Chapter 19 #2

“What about the wildlings?” I asked, pushing the philosophical thoughts aside for something more practical. “The creatures that helped us before. If we could find them, maybe they could guide us to safety. Or at least slow the fae hounds down. Give us time to reach the court.”

“I’ve been looking.” Fizzle’s voice was troubled, the usual sharp confidence absent from his tone. “I’ve sent calls out into the forest, used the old signals that the wildlings know. I’ve searched for their trails, their scent markers, any sign of their presence.”

“And?”

“They’re nowhere to be found. Which is... concerning.”

“Concerning how?”

“The wildlings should be here, Tank. This is their territory as much as it is the fae hounds’.

They’ve lived in these forests for millennia, maintaining their own territories, their own hierarchies.

They don’t flee easily. They don’t abandon their homes without reason.

” His talons tightened on my shoulder again, not painfully this time, but with a kind of unconscious anxiety that I’d rarely seen from him.
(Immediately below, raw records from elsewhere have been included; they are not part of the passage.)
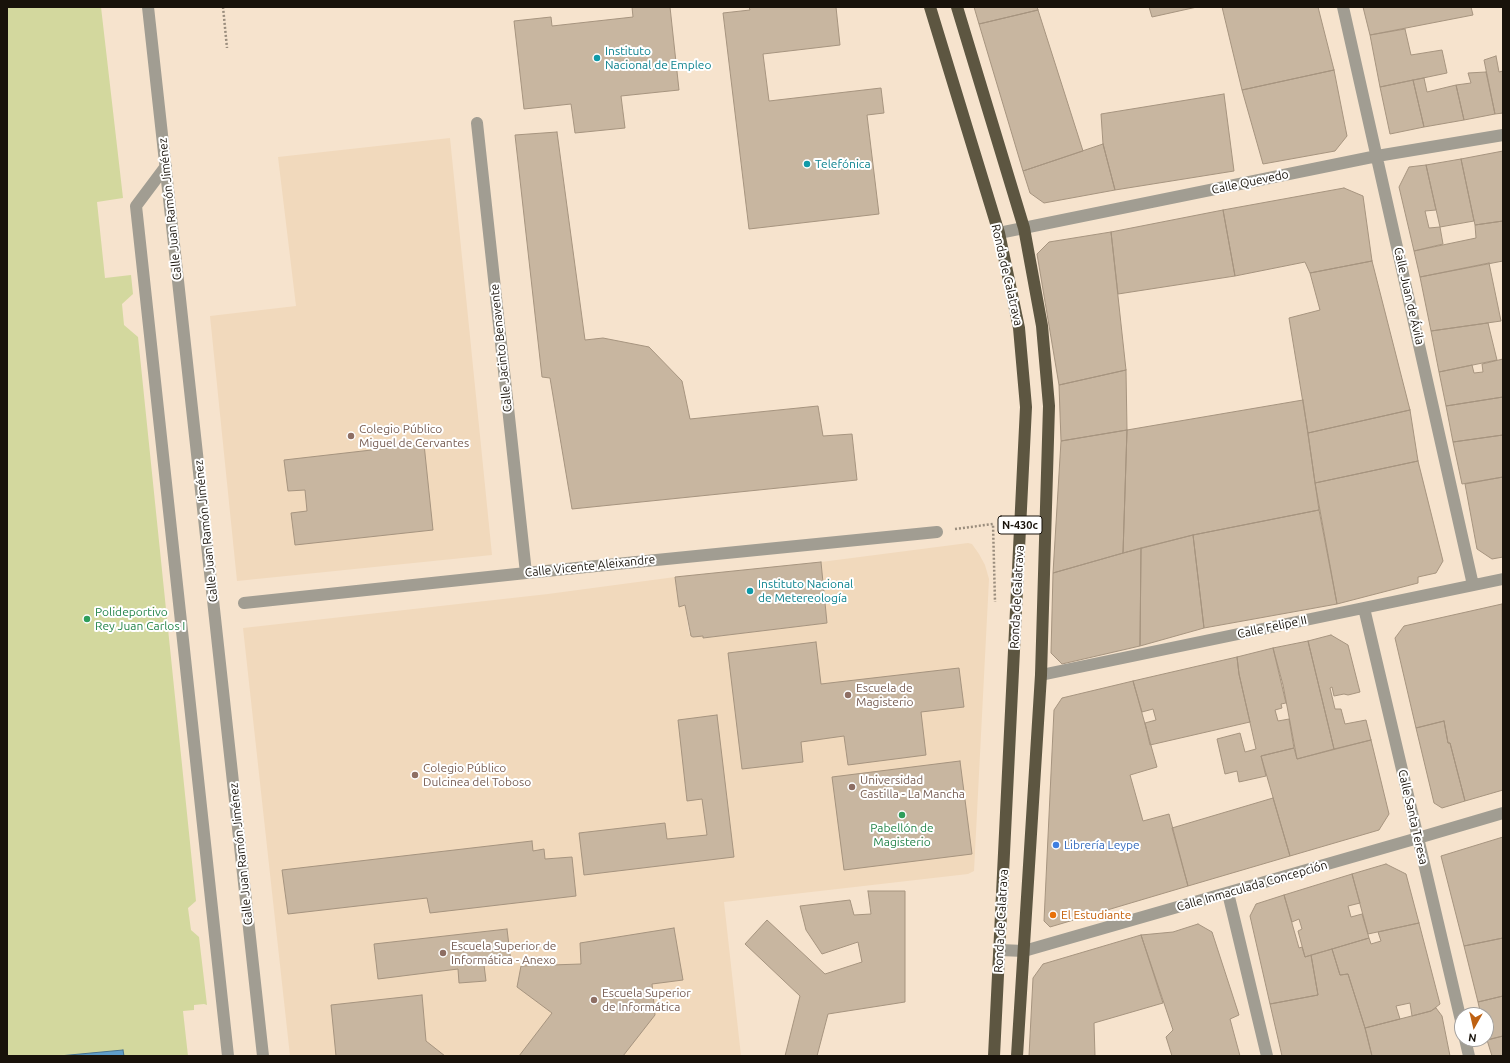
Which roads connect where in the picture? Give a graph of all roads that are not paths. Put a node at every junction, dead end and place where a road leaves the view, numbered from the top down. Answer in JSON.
{"nodes":[{"id":1,"x":148,"y":7,"type":"edge"},
{"id":2,"x":930,"y":7,"type":"edge"},
{"id":3,"x":957,"y":7,"type":"edge"},
{"id":4,"x":1343,"y":7,"type":"edge"},
{"id":5,"x":476,"y":123,"type":"dead end"},
{"id":6,"x":1503,"y":135,"type":"edge"},
{"id":7,"x":1377,"y":156,"type":"junction"},
{"id":8,"x":166,"y":166,"type":"junction"},
{"id":9,"x":1024,"y":228,"type":"junction"},
{"id":10,"x":998,"y":233,"type":"junction"},
{"id":11,"x":937,"y":532,"type":"road end"},
{"id":12,"x":526,"y":572,"type":"junction"},
{"id":13,"x":1503,"y":579,"type":"edge"},
{"id":14,"x":1473,"y":585,"type":"junction"},
{"id":15,"x":244,"y":603,"type":"dead end"},
{"id":16,"x":1364,"y":608,"type":"junction"},
{"id":17,"x":1041,"y":675,"type":"junction"},
{"id":18,"x":1503,"y":813,"type":"edge"},
{"id":19,"x":1418,"y":838,"type":"junction"},
{"id":20,"x":1228,"y":893,"type":"junction"},
{"id":21,"x":1000,"y":950,"type":"junction"},
{"id":22,"x":1024,"y":951,"type":"junction"},
{"id":23,"x":1458,"y":1007,"type":"edge"},
{"id":24,"x":228,"y":1056,"type":"edge"},
{"id":25,"x":264,"y":1056,"type":"edge"},
{"id":26,"x":994,"y":1056,"type":"edge"},
{"id":27,"x":1017,"y":1056,"type":"edge"},
{"id":28,"x":1267,"y":1056,"type":"edge"}],
"edges":[{"from":1,"to":8,"type":"street","name":"Calle Juan Ramón Jiménez"},
{"from":2,"to":10,"type":"highway","name":"Ronda de Calatrava","number":"N-430c"},
{"from":3,"to":9,"type":"highway","name":"Ronda de Calatrava","number":"N-430c"},
{"from":4,"to":7,"type":"street","name":"Calle Juan de Ávila"},
{"from":5,"to":12,"type":"street","name":"Calle Jacinto Benavente"},
{"from":6,"to":7,"type":"street","name":"Calle Quevedo"},
{"from":7,"to":9,"type":"street","name":"Calle Quevedo"},
{"from":7,"to":14,"type":"street","name":"Calle Juan de Ávila"},
{"from":8,"to":24,"type":"street"},
{"from":8,"to":25,"type":"street","name":"Calle Juan Ramón Jiménez"},
{"from":9,"to":10,"type":"street","name":"Calle Quevedo"},
{"from":9,"to":17,"type":"highway","name":"Ronda de Calatrava","number":"N-430c"},
{"from":10,"to":21,"type":"highway","name":"Ronda de Calatrava","number":"N-430c"},
{"from":11,"to":12,"type":"street","name":"Calle Vicente Aleixandre"},
{"from":12,"to":15,"type":"street","name":"Calle Vicente Aleixandre"},
{"from":13,"to":14,"type":"street","name":"Calle Felipe II"},
{"from":14,"to":16,"type":"street","name":"Calle Felipe II"},
{"from":16,"to":17,"type":"street","name":"Calle Felipe II"},
{"from":16,"to":19,"type":"street","name":"Calle Santa Teresa"},
{"from":17,"to":22,"type":"highway","name":"Ronda de Calatrava","number":"N-430c"},
{"from":18,"to":19,"type":"street","name":"Calle Inmaculada Concepción"},
{"from":19,"to":20,"type":"street","name":"Calle Inmaculada Concepción"},
{"from":19,"to":23,"type":"street","name":"Calle Santa Teresa"},
{"from":20,"to":22,"type":"street","name":"Calle Inmaculada Concepción"},
{"from":20,"to":28,"type":"street"},
{"from":21,"to":22,"type":"street","name":"Calle Inmaculada Concepción"},
{"from":21,"to":26,"type":"highway","name":"Ronda de Calatrava","number":"N-430c"},
{"from":22,"to":27,"type":"highway","name":"Ronda de Calatrava","number":"N-430c"}]}
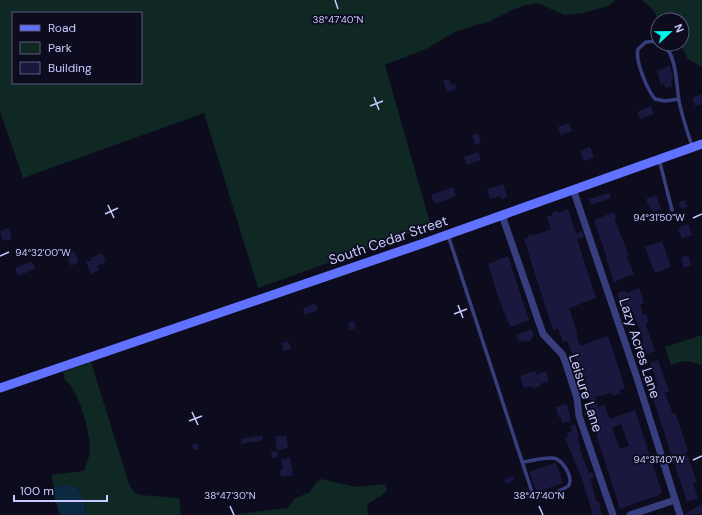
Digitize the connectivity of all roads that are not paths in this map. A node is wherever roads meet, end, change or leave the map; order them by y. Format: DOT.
graph roads {
  1 [pos="650,42"];
  2 [pos="669,52"];
  3 [pos="679,99"];
  4 [pos="702,144"];
  5 [pos="692,147"];
  6 [pos="659,158"];
  7 [pos="573,189"];
  8 [pos="672,210"];
  9 [pos="502,215"];
  10 [pos="448,234"];
  11 [pos="0,388"];
  12 [pos="522,462"];
  13 [pos="675,500"];
  14 [pos="613,515"];
  15 [pos="630,515"];
  16 [pos="680,515"];
  1 -- 3 [label="lane"];
  2 -- 3 [label="lane"];
  3 -- 5 [label="lane"];
  4 -- 5 [label="main road, South Cedar Street"];
  5 -- 6 [label="main road, South Cedar Street"];
  6 -- 7 [label="main road, South Cedar Street"];
  6 -- 8 [label="lane"];
  7 -- 9 [label="main road, South Cedar Street"];
  7 -- 13 [label="street, Lazy Acres Lane"];
  9 -- 10 [label="main road, South Cedar Street"];
  9 -- 14 [label="street, Leisure Lane"];
  10 -- 11 [label="main road, South Cedar Street"];
  10 -- 12 [label="lane"];
  12 -- 12 [label="lane"];
  13 -- 15 [label="street"];
  13 -- 16 [label="street, Lazy Acres Lane"];
}
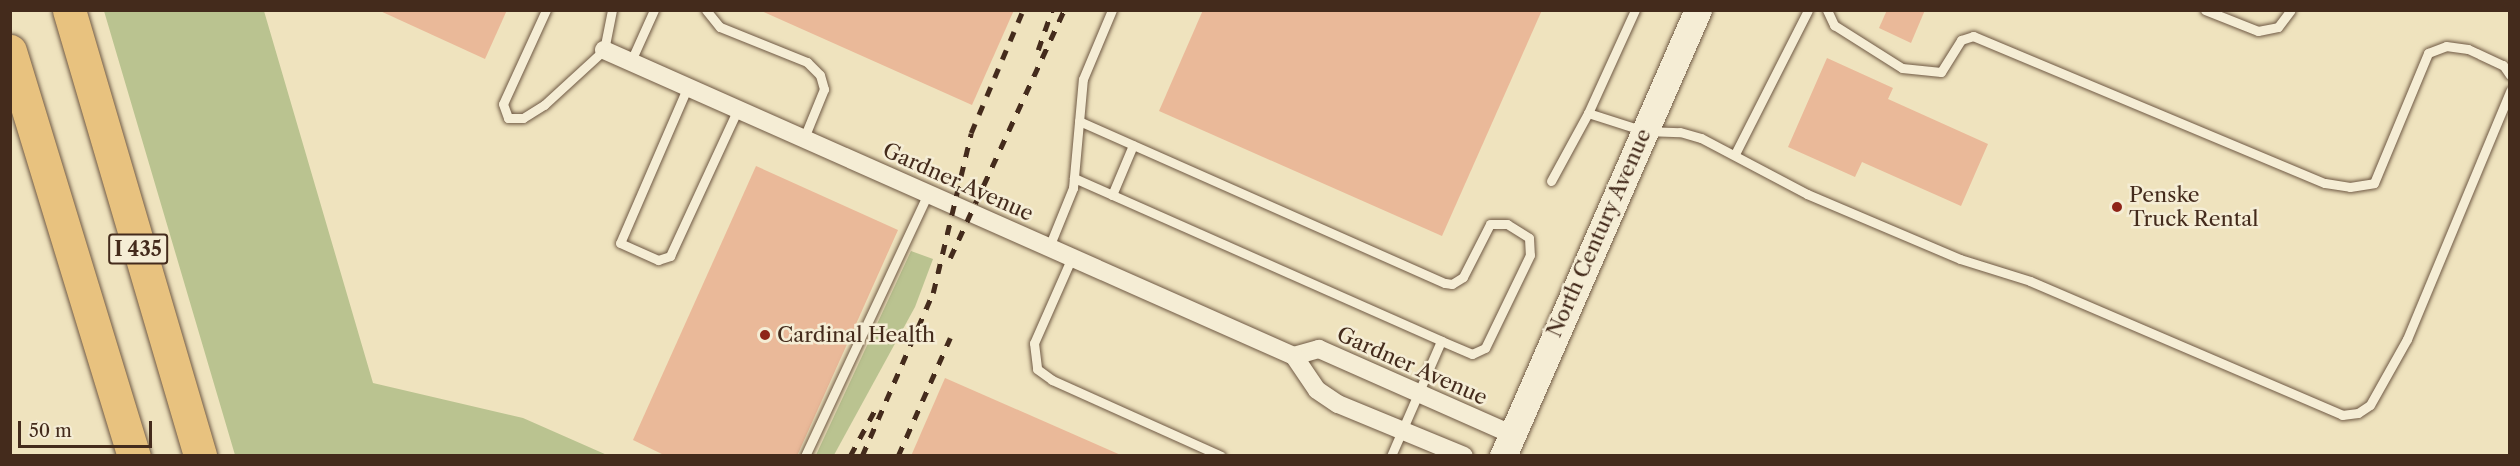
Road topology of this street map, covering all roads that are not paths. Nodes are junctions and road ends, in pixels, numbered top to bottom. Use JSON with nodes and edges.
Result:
{"nodes":[{"id":1,"x":69,"y":10,"type":"edge"},
{"id":2,"x":546,"y":10,"type":"edge"},
{"id":3,"x":612,"y":10,"type":"edge"},
{"id":4,"x":654,"y":10,"type":"edge"},
{"id":5,"x":706,"y":10,"type":"edge"},
{"id":6,"x":1112,"y":10,"type":"edge"},
{"id":7,"x":1635,"y":10,"type":"edge"},
{"id":8,"x":1698,"y":10,"type":"edge"},
{"id":9,"x":1808,"y":10,"type":"edge"},
{"id":10,"x":1827,"y":10,"type":"edge"},
{"id":11,"x":2205,"y":10,"type":"edge"},
{"id":12,"x":2291,"y":10,"type":"edge"},
{"id":13,"x":604,"y":50,"type":"junction"},
{"id":14,"x":10,"y":51,"type":"edge"},
{"id":15,"x":631,"y":61,"type":"junction"},
{"id":16,"x":2510,"y":75,"type":"edge"},
{"id":17,"x":688,"y":87,"type":"junction"},
{"id":18,"x":2510,"y":91,"type":"edge"},
{"id":19,"x":738,"y":109,"type":"junction"},
{"id":20,"x":1588,"y":113,"type":"junction"},
{"id":21,"x":1079,"y":121,"type":"junction"},
{"id":22,"x":1644,"y":131,"type":"junction"},
{"id":23,"x":804,"y":138,"type":"junction"},
{"id":24,"x":1133,"y":145,"type":"junction"},
{"id":25,"x":1735,"y":154,"type":"junction"},
{"id":26,"x":1074,"y":178,"type":"junction"},
{"id":27,"x":1551,"y":181,"type":"dead end"},
{"id":28,"x":928,"y":193,"type":"junction"},
{"id":29,"x":1112,"y":195,"type":"junction"},
{"id":30,"x":1049,"y":247,"type":"junction"},
{"id":31,"x":1072,"y":257,"type":"junction"},
{"id":32,"x":1441,"y":341,"type":"junction"},
{"id":33,"x":1294,"y":356,"type":"junction"},
{"id":34,"x":1418,"y":393,"type":"junction"},
{"id":35,"x":1402,"y":430,"type":"junction"},
{"id":36,"x":1507,"y":445,"type":"edge"},
{"id":37,"x":134,"y":456,"type":"edge"},
{"id":38,"x":200,"y":456,"type":"edge"},
{"id":39,"x":805,"y":456,"type":"edge"},
{"id":40,"x":1221,"y":456,"type":"edge"},
{"id":41,"x":1391,"y":456,"type":"edge"},
{"id":42,"x":1464,"y":456,"type":"edge"}],
"edges":[{"from":1,"to":38,"type":"highway","number":"I 435"},
{"from":2,"to":13,"type":"lane"},
{"from":3,"to":13,"type":"lane"},
{"from":4,"to":15,"type":"lane"},
{"from":5,"to":23,"type":"lane"},
{"from":6,"to":21,"type":"lane"},
{"from":7,"to":20,"type":"lane"},
{"from":8,"to":22,"type":"street","name":"North Century Avenue"},
{"from":9,"to":25,"type":"lane"},
{"from":10,"to":16,"type":"lane"},
{"from":11,"to":12,"type":"lane"},
{"from":13,"to":15,"type":"street","name":"Gardner Avenue"},
{"from":14,"to":37,"type":"highway","number":"I 435"},
{"from":15,"to":17,"type":"street","name":"Gardner Avenue"},
{"from":17,"to":19,"type":"street","name":"Gardner Avenue"},
{"from":17,"to":19,"type":"lane"},
{"from":18,"to":25,"type":"lane"},
{"from":19,"to":23,"type":"street","name":"Gardner Avenue"},
{"from":20,"to":22,"type":"lane"},
{"from":20,"to":27,"type":"lane"},
{"from":21,"to":24,"type":"lane"},
{"from":21,"to":26,"type":"lane"},
{"from":22,"to":25,"type":"lane"},
{"from":22,"to":36,"type":"street","name":"North Century Avenue"},
{"from":23,"to":28,"type":"street","name":"Gardner Avenue"},
{"from":24,"to":29,"type":"lane"},
{"from":24,"to":32,"type":"lane"},
{"from":26,"to":29,"type":"lane"},
{"from":26,"to":30,"type":"lane"},
{"from":28,"to":30,"type":"street","name":"Gardner Avenue"},
{"from":28,"to":39,"type":"lane"},
{"from":29,"to":32,"type":"lane"},
{"from":30,"to":31,"type":"street","name":"Gardner Avenue"},
{"from":31,"to":33,"type":"street","name":"Gardner Avenue"},
{"from":31,"to":40,"type":"lane"},
{"from":32,"to":34,"type":"lane"},
{"from":33,"to":34,"type":"street","name":"Gardner Avenue"},
{"from":33,"to":35,"type":"street"},
{"from":34,"to":35,"type":"lane"},
{"from":34,"to":36,"type":"street","name":"Gardner Avenue"},
{"from":35,"to":41,"type":"lane"},
{"from":35,"to":42,"type":"street"}]}
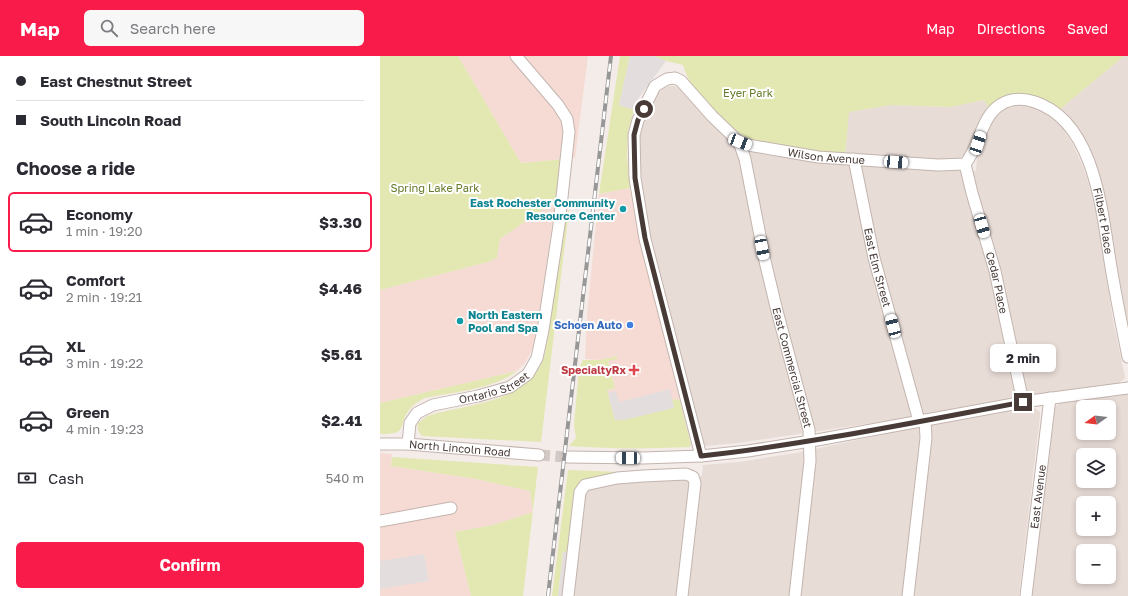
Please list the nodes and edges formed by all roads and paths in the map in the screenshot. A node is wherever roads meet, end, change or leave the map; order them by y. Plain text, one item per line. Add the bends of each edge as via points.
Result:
1 (516, 56) edge
2 (740, 142) junction
3 (854, 159) junction
4 (965, 164) junction
5 (1128, 357) edge
6 (1128, 388) edge
7 (1050, 398) junction
8 (1023, 402) junction
9 (922, 421) junction
10 (810, 441) junction
11 (380, 444) edge
12 (408, 444) junction
13 (539, 455) tunnel mouth
14 (701, 456) junction
15 (567, 457) tunnel mouth
16 (451, 508) dead end
17 (380, 521) edge
18 (568, 596) edge
19 (682, 596) edge
20 (795, 596) edge
21 (908, 596) edge
22 (1026, 596) edge

1 - 12 street, Ontario Street via 558,105 567,119 569,132 559,225 537,358 528,374 510,387 433,405 418,412 410,423
2 - 3 street, Wilson Avenue via 780,152
2 - 10 street, East Commercial Street via 773,297
2 - 14 street, Wilson Avenue via 712,116 681,81 675,78 667,79 655,86 638,120 634,135 635,178 645,238
3 - 4 street, Wilson Avenue via 938,165
3 - 9 street, East Elm Street via 874,258
4 - 5 street, Filbert Place via 972,156 989,116 998,106 1010,99 1040,103 1060,116 1085,152 1092,172 1102,212
4 - 8 street, Cedar Place via 993,265
6 - 7 street
7 - 8 street
7 - 22 street, East Avenue
8 - 9 street
9 - 10 street
9 - 21 street, East Elm Street via 926,438
10 - 14 street
10 - 20 street, East Commercial Street
11 - 12 street, North Lincoln Road
12 - 13 street, North Lincoln Road
14 - 15 street
16 - 17 street
18 - 19 street via 582,488 585,485 617,478 686,474 693,477 695,483

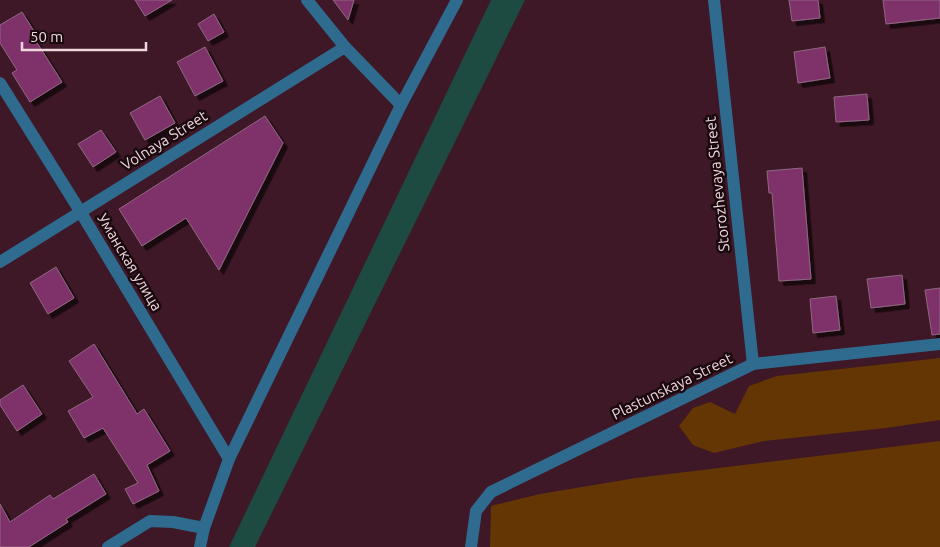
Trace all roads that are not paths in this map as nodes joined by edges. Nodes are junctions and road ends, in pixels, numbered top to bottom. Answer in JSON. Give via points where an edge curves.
{"nodes":[{"id":1,"x":307,"y":0,"type":"edge"},
{"id":2,"x":457,"y":0,"type":"edge"},
{"id":3,"x":714,"y":0,"type":"edge"},
{"id":4,"x":345,"y":47,"type":"junction"},
{"id":5,"x":0,"y":83,"type":"edge"},
{"id":6,"x":401,"y":105,"type":"junction"},
{"id":7,"x":80,"y":211,"type":"junction"},
{"id":8,"x":0,"y":262,"type":"edge"},
{"id":9,"x":940,"y":344,"type":"edge"},
{"id":10,"x":753,"y":364,"type":"junction"},
{"id":11,"x":229,"y":459,"type":"junction"},
{"id":12,"x":204,"y":528,"type":"junction"},
{"id":13,"x":108,"y":547,"type":"edge"},
{"id":14,"x":200,"y":547,"type":"edge"},
{"id":15,"x":471,"y":547,"type":"edge"}],
"edges":[{"from":1,"to":4,"type":"street"},
{"from":2,"to":6,"type":"street"},
{"from":3,"to":10,"type":"street","name":"Storozhevaya Street"},
{"from":4,"to":6,"type":"street"},
{"from":4,"to":7,"type":"street","name":"Volnaya Street"},
{"from":5,"to":7,"type":"street","name":"Уманская улица"},
{"from":6,"to":11,"type":"street"},
{"from":7,"to":8,"type":"street","name":"Volnaya Street"},
{"from":7,"to":11,"type":"street","name":"Уманская улица"},
{"from":9,"to":10,"type":"street","name":"Plastunskaya Street"},
{"from":10,"to":15,"type":"street","name":"Plastunskaya Street","via":[[491,492],[476,511]]},
{"from":11,"to":12,"type":"street"},
{"from":12,"to":13,"type":"street","via":[[150,521]]},
{"from":12,"to":14,"type":"street"}]}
“If they’re not here, if they’ve fled or been driven away, there has to be a reason. A powerful one.”

I didn’t like the implications of that. If something had scared away the wildlings, the creatures who had lived in this forest since before the courts existed, then that something was probably still here. Probably watching us right now.

“There was always a balance in Nymeria,” Fizzle continued, his voice taking on the tone of someone reciting ancient history.

“Between the things that were wild and the things that were not quite as wild as the rest. The fae hounds and the wildlings, the predators and the protectors. The creatures that hunted and the creatures that sheltered. Nymeria herself was the one who kept that balance. She was the mediator, the moderator, the force that kept her creations from destroying each other.” His feathers ruffled with agitation.

“But she’s not just weakened now. There are forces actively working against her.

Undermining her control. Turning her own creations against her.

The fae hounds answering to Arik. The nightmares spreading through the realm.

The barriers between the courts crumbling. ”

“Arik.”

“Arik and whatever power he’s tapped into.

The nightmares. The dark magic of the Winter Court.

The ancient things that should have stayed buried.

” Fizzle’s voice grew heavier with each word.

“Perhaps other things we haven’t discovered yet.

Things that have been waiting in the shadows for an opportunity like this.

Things that smell weakness and are gathering to feast.”

His feathers flattened against his body, a sign of distress I’d rarely seen from him. Fizzle was ancient, confident, irritatingly certain of himself at all times. Seeing him scared was more unnerving than anything else that had happened in this forest.

“This is the crisis Nymeria was trying to prevent, Tank. The thing she created Alyssa to stop. The reason she was willing to pour so much of herself into making a daughter who could succeed where her son had failed.” His talons dug deeper into my shoulder, drawing blood, though I didn’t think he was aware of it. “The beginning of the end.”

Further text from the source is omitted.